■ DATA FOR THIS EXERCISE
* * * * *
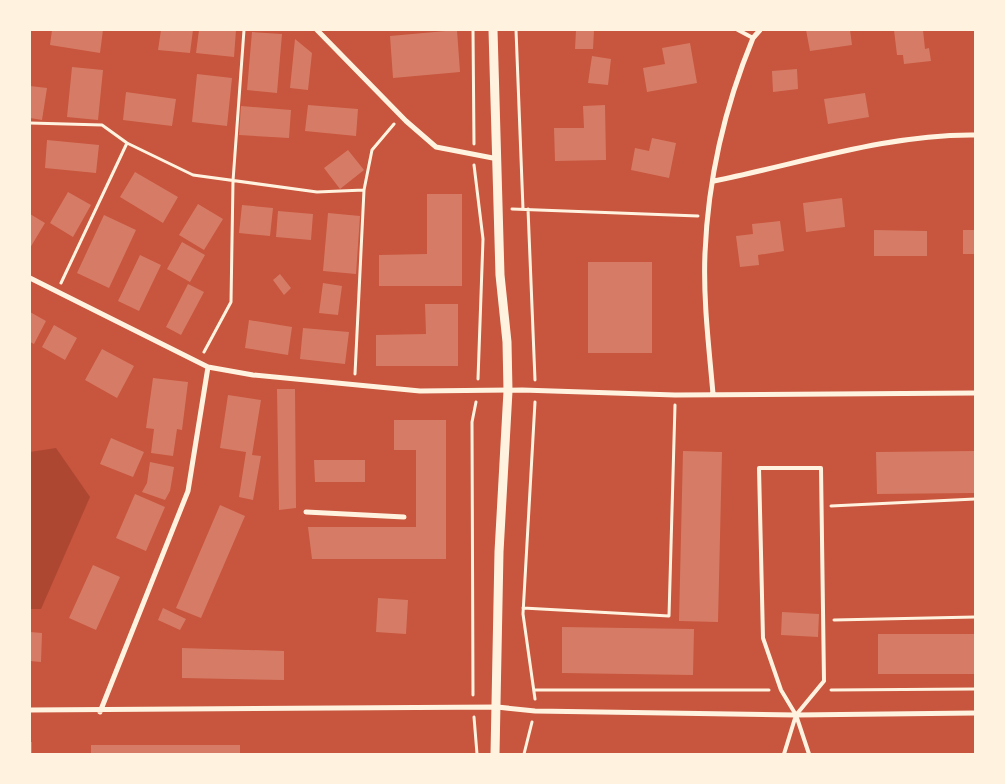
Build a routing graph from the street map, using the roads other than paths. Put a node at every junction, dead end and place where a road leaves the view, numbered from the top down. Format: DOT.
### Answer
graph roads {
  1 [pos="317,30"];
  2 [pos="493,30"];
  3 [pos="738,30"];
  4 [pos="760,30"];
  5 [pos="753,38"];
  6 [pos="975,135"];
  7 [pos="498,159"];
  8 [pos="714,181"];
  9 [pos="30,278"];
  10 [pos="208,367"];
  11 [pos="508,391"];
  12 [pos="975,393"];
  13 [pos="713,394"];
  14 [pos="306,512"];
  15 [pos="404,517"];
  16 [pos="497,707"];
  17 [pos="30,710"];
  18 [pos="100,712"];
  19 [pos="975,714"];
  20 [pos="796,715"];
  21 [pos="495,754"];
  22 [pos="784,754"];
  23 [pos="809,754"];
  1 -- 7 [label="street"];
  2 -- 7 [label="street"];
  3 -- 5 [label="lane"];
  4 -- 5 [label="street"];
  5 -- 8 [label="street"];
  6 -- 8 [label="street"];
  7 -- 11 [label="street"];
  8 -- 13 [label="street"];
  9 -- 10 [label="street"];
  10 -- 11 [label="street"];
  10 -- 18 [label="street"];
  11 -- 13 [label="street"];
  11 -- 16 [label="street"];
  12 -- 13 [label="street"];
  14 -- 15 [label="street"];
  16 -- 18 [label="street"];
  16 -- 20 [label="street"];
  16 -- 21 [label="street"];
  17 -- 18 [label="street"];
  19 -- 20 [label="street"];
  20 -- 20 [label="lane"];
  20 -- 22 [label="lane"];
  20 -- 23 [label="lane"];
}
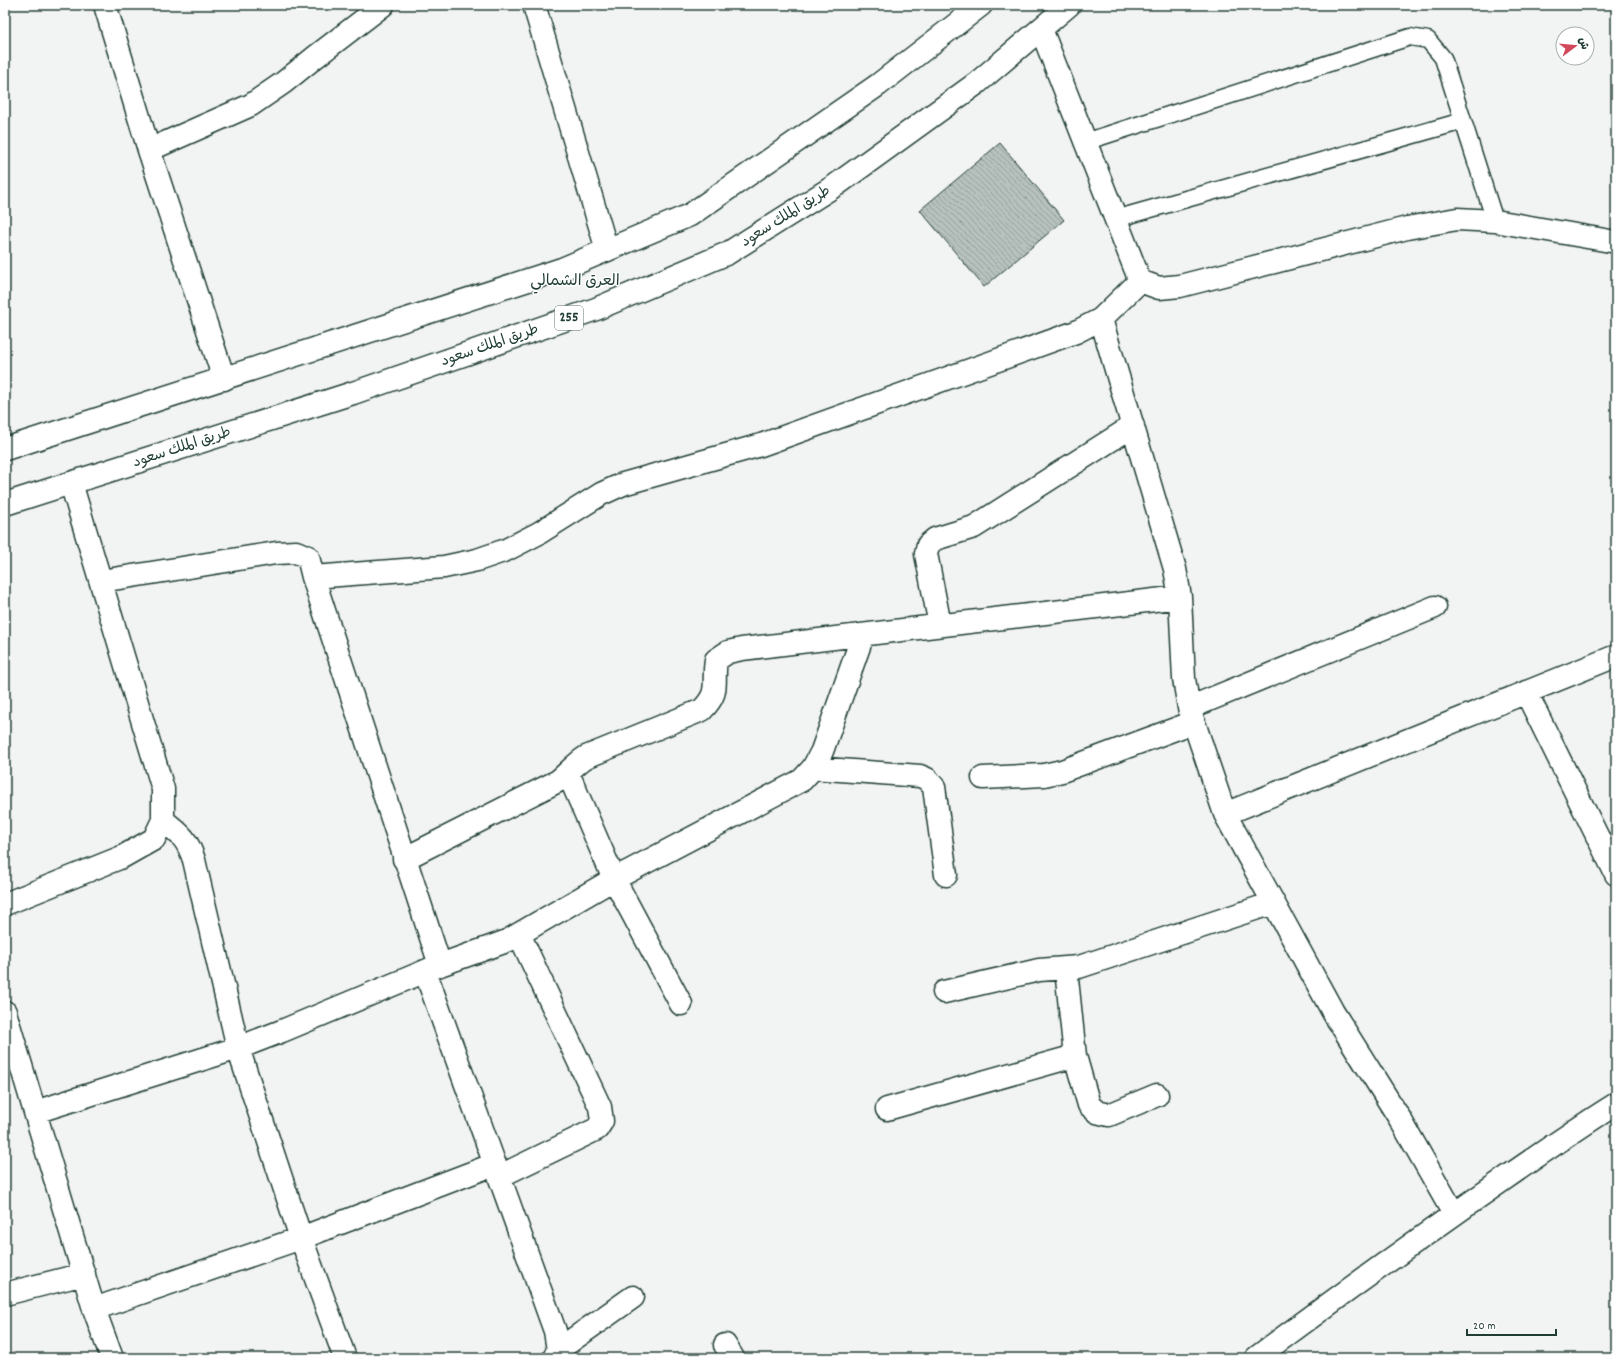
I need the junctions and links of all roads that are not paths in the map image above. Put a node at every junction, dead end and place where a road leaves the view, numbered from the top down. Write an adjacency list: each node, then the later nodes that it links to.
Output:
* * * * *
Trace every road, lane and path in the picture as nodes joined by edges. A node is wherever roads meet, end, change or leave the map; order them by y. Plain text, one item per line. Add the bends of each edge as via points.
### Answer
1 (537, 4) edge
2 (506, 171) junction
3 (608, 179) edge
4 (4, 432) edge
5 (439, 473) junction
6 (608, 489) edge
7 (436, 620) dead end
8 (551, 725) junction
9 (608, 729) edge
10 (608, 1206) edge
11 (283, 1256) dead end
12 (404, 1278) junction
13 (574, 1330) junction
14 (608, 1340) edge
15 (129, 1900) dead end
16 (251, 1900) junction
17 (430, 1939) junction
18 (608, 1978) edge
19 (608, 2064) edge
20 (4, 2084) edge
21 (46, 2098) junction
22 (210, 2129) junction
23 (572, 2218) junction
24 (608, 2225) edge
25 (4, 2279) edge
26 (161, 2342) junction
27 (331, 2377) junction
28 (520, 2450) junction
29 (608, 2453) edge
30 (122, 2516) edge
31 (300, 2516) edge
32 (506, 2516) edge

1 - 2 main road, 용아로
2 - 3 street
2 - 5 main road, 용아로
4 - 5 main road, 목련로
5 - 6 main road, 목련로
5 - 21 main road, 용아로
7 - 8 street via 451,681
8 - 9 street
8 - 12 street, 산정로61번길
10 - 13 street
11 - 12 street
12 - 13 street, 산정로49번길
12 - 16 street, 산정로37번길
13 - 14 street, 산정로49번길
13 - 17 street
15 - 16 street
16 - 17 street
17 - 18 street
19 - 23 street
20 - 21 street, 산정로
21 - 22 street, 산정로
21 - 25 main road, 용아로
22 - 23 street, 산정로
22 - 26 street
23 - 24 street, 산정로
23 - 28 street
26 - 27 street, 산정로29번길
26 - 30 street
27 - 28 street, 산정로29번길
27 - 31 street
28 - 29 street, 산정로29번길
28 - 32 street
* * * * *
■ WORK ITEM
Reproduce each line of the material that mentions "place".

■ EXERCISE RESULT
Build a routing graph from the street map, using the roads other than paths. Put a node at every junction, dead end and place where a road leaves the view, numbered from the top down. Format: DOT.
I need the junctions and links of all roads that are not paths in the map image above. Put a node at every junction, dead end and place where a road leaves the view, numbered from the top down. Write an adjacency list: each node, then the later nodes that it links to.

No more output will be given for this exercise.